Sedangkan manusia yang tak bermakna adalah orang yang tidak beragama dan tidak berakal. Amr bin Ash menyebut manusia jenis ini akan selalu keliru dan terbelakang.
Muadz bin Jabal
Mu’adz bin Jabal adalah sahabat Rasulullah Saw yang dikenal sebagai pemikir cerdas. Persis seperti Amr bin Ash, Muadz pun pernah diminta berijtihad dalam memutuskan sebuah perkara.
Suatu ketika, Rasulullah meminta Muadz menjadi hakim untuk menyelesaikan urusan di Negeri Yaman. Namun, Nabi terlebih dahulu mengujinya dengan bertanya, “Bagaimana jika kamu tidak mendapatkan jawaban dalam Al-Qur’an maupun Sunah?” Mu’adz pun menjawab dengan percaya diri, “Aku akan berijtihad!”
Mendengar jawaban itu, Rasulullah pun bersabda, “Mu’adz bin Jabal adalah pemimpin para ulama di hari kiamat.”

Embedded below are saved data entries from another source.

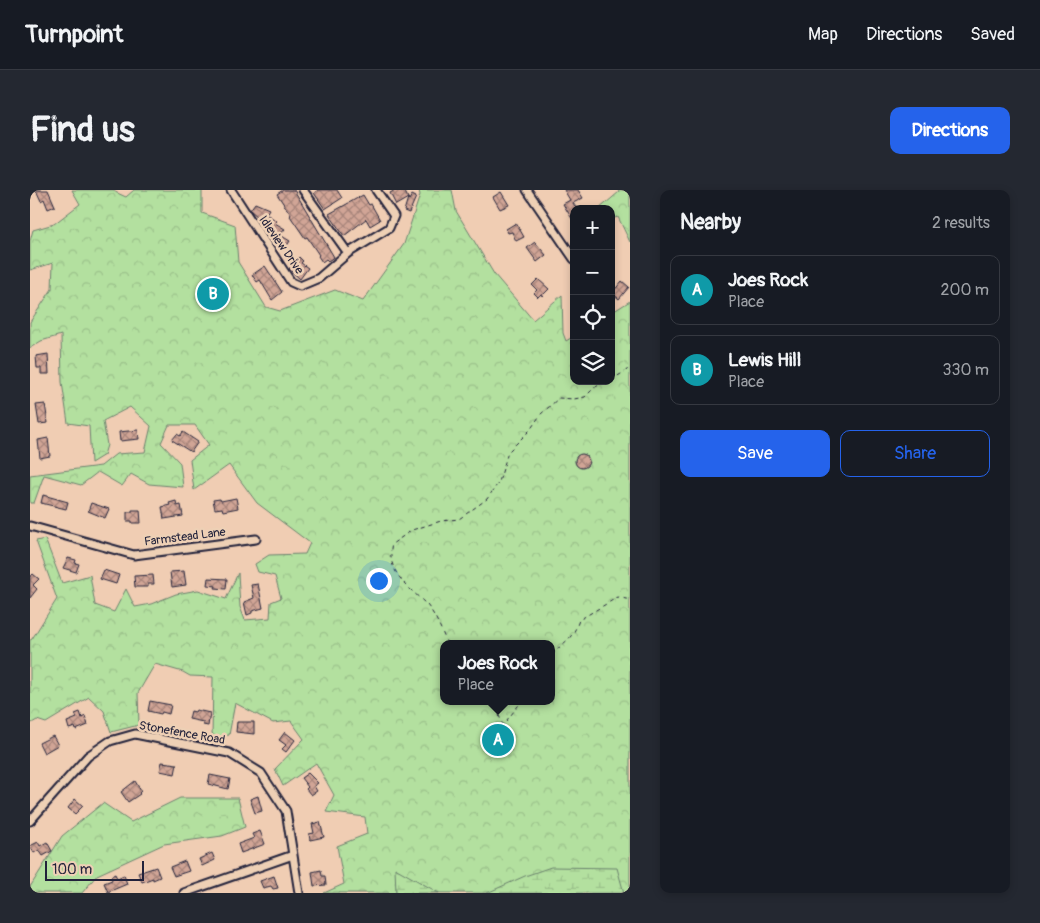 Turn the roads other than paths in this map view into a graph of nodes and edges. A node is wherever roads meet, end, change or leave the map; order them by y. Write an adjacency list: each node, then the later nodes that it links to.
1 (230, 190): 5 (street, Idleview Drive)
2 (303, 190): 5 (street)
3 (376, 190): 5 (street, Idleview Drive)
4 (528, 190): 6 (street)
5 (348, 253)
6 (570, 253)
7 (30, 526): 8 (street, Farmstead Lane)
8 (256, 539)
9 (30, 821): 10 (street, Stonefence Road)
10 (292, 855): 11 (street); 12 (street, Stonefence Road)
11 (184, 893)
12 (299, 893) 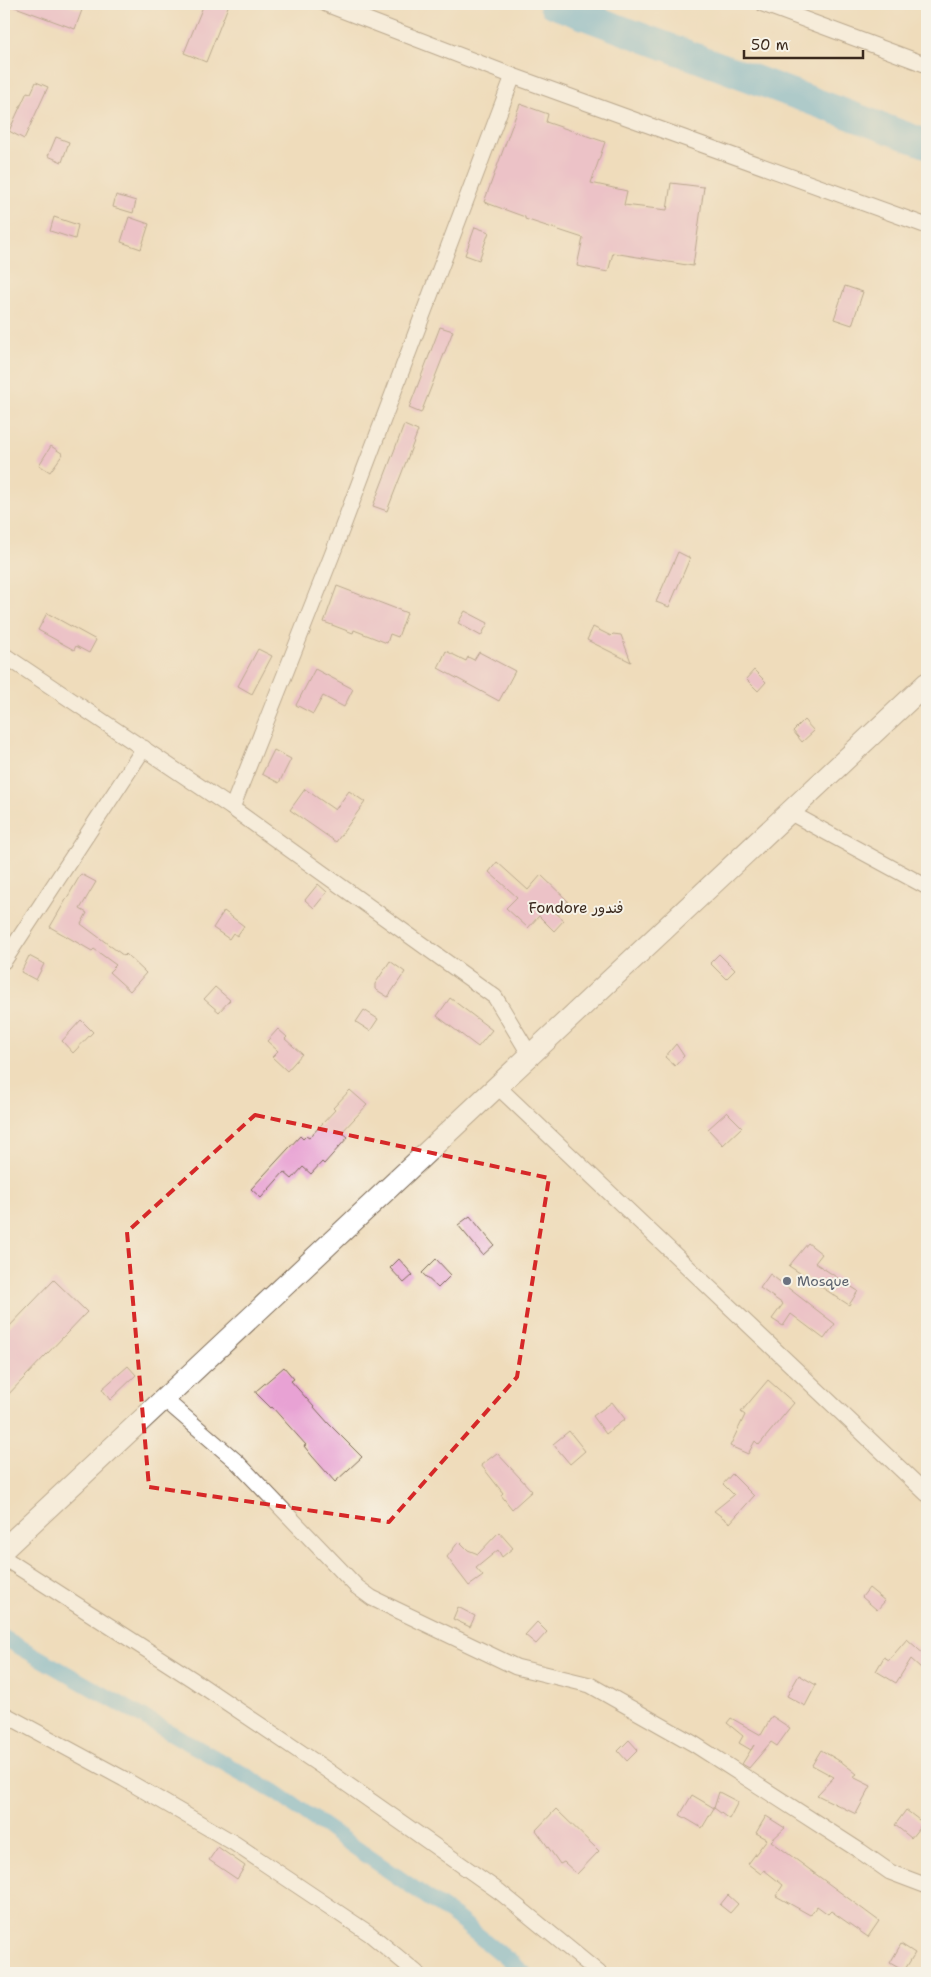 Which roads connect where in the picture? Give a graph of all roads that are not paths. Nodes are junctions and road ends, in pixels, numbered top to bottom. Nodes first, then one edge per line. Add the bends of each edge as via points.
1 (326, 4) edge
2 (763, 4) edge
3 (927, 66) edge
4 (513, 76) junction
5 (927, 226) edge
6 (4, 655) edge
7 (927, 683) edge
8 (144, 748) junction
9 (232, 808) junction
10 (789, 812) junction
11 (927, 887) edge
12 (4, 961) edge
13 (530, 1055) junction
14 (497, 1086) junction
15 (164, 1399) junction
16 (927, 1494) edge
17 (4, 1549) edge
18 (4, 1558) edge
19 (4, 1714) edge
20 (927, 1886) edge
21 (417, 1973) edge
22 (599, 1973) edge

1 - 4 street
2 - 3 street
4 - 5 street
4 - 9 street via 332,555
6 - 8 street
7 - 10 main road
8 - 9 street
8 - 12 street
9 - 13 street via 495,997
10 - 11 street
10 - 13 main road
13 - 14 main road
14 - 15 main road
14 - 16 street
15 - 17 main road
15 - 20 street via 237,1462 357,1587 372,1598 516,1667 590,1686 694,1744 890,1872
18 - 22 street via 324,1768 500,1892
19 - 21 street via 234,1844 370,1934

Dalam riwayat lain, Rasulullah juga sering menyanjung Muadz. Sekali waktu Nabi Saw bersabda, “Wahai Mu’adz, demi Allah, aku sangat menyayangimu. Untuk kecerdasan yang kau miliki, hendaklah jangan kau lupakan untuk bersyukur dan berdoa, ‘Ya Allah, tolonglah diriku untuk selalu mengingat-Mu, bersyukur kepada-Mu, dan menjadi yang terbaik hamba-Mu.”
Baca: Mengenal Ismail Al-Jazari, Ilmuwan Muslim Pencipta Robot Pertama di Dunia
Uqbah bin Amir Al-Juhani
Al-Hafiz Ibnu Hajar Al-Asqalani dalam Taqrîb at-Tahdzîb menceritakan sosok Uqbah bin Amir Al-Juhani sebagai seorang sahabat Nabi Saw yang cerdas. Ia juga mendapatkan gelar Al-Imam al-Muqri’ atau seorang imam panutan yang ahli qira`at.
Uqbah merupakan sahabat yang dikenal sebagai penulis, penyair, sekaligus ahli fikih. Oleh Rasulullah Saw, ia kerap diajak berdiskusi soal kebahasaan.
Kepada Uqbah, Rasulullah Saw pernah bersabda:
“Tidakkah engkau mengetahui ayat-ayat (Al-Qur’an) yang telah diturunkan malam ini yang belum pernah terlihat persamaannya sama sekali sebelumnya? Yaitu, Qul a’ûdzu birabbil falaq dan Qul a’ûdzu birabbinnâs.” (HR. Muslim).
Ma`qil bin Yasar
Nama lengkapnya ialah Abdullah bin Abu Aufa Al-Aslami. Ma’qil merupakan sahabat yang terlibat dalam Perjanjian Hudaibiah dan sejumlah peristiwa penting lainnya.
Dalam Ma’rifatu Ulumi al-Hadits, Syekh Abi Abdillah Muhammad bin Abdillah An-Naisaburi menjelaskan, berkat kecerdasannya dalam hukum Islam, Uqbah menjadi salah satu sahabat yang dipercaya untuk meneruskan estafet untuk menyebarkan hadis setelah Nabi Saw wafat.
Uqbah bertugas menjadi tempat berguru tentang hadis-hadis Rasulullah di Bashrah, menemani sahabat Anas bin Malik, Abdullah bin Abbas, Utbah bin Ghazwan, Imran bin Husain, Abu Barzah Al-Aslami, Abu Bakrah, Abdurrahman bin Samurah, Abdullah bin Asy-Syakhir, dan Jariyah bin Qudamah.